I was teaching in China at the time, and the story got a fair bit of press. We discussed it in my classes, and the students largely said “Well, that’s what you get for holding up traffic.” The pusher became a bit of a folk hero. Honestly I think they would have mostly said the same thing if he had died. The general idea was that an individual has no right to cause problems for the community as a whole.

I know people who worked directly with people displaced by the Three Gorges Dam. They were often tossed off land and houses that had been in the family for hundred of years, and shoved into institutional housing (a step or so above a US housing project) with rent due every month and a couple thousand bucks (a nice sum, but not a fortune…probably less than the land would be worth on the real estate market minus any sentimental value) in compensation. For the most part, there was very little anger. The general attitude was that it was something that needed to be done sooner or later for the betterment of all of China, and while some individuals may take a hit, it was worth it for the whole.
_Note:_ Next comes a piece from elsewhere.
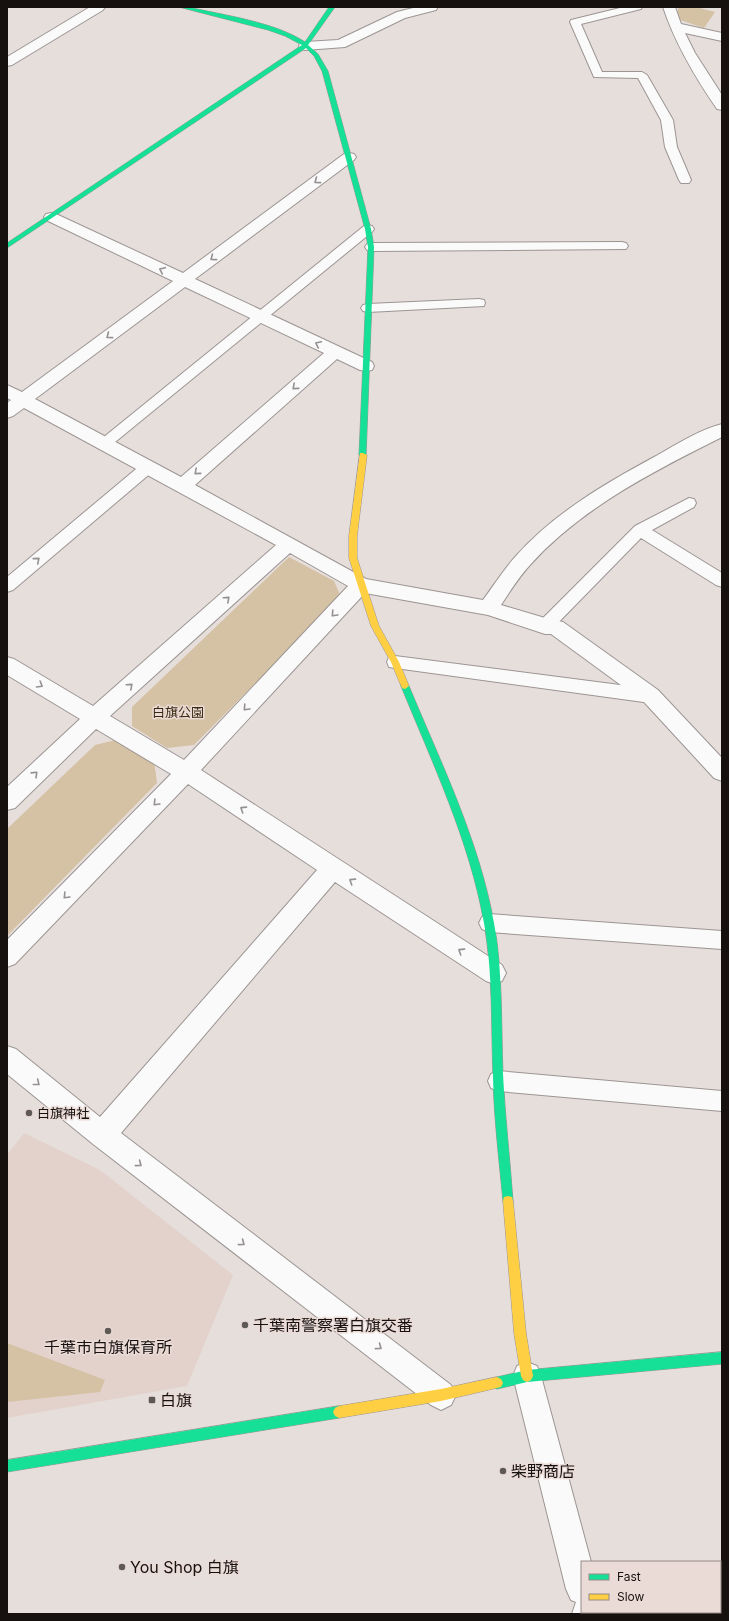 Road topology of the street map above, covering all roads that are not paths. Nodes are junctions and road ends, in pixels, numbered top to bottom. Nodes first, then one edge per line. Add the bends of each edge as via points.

I could give more anecdotal examples, but you get the point. The idea is not “all Chinese people think this way,” but rather that this is actually a contested question with different points of view that is being actively argued in some places. We don’t understand this debate as much because we are so far to one side, but the debate is there none the less.

Both need to be defined before the value of each can be weighed. “Preservation of the Individual” can mean unlimited competition and selfishness. “The advancement of society,” can mean a totalitarian willingness to persecute and kill large numbers of people who are considered to impede this advancement.

I think we need to find a mean between laissez faire capitalism and anarchism on one hand, and the totalitarianism of Adolf Hitler, Joseph Stalin, Mao Tse Tung, and Pol Pot on the other. I find my mean in European Social Democracy.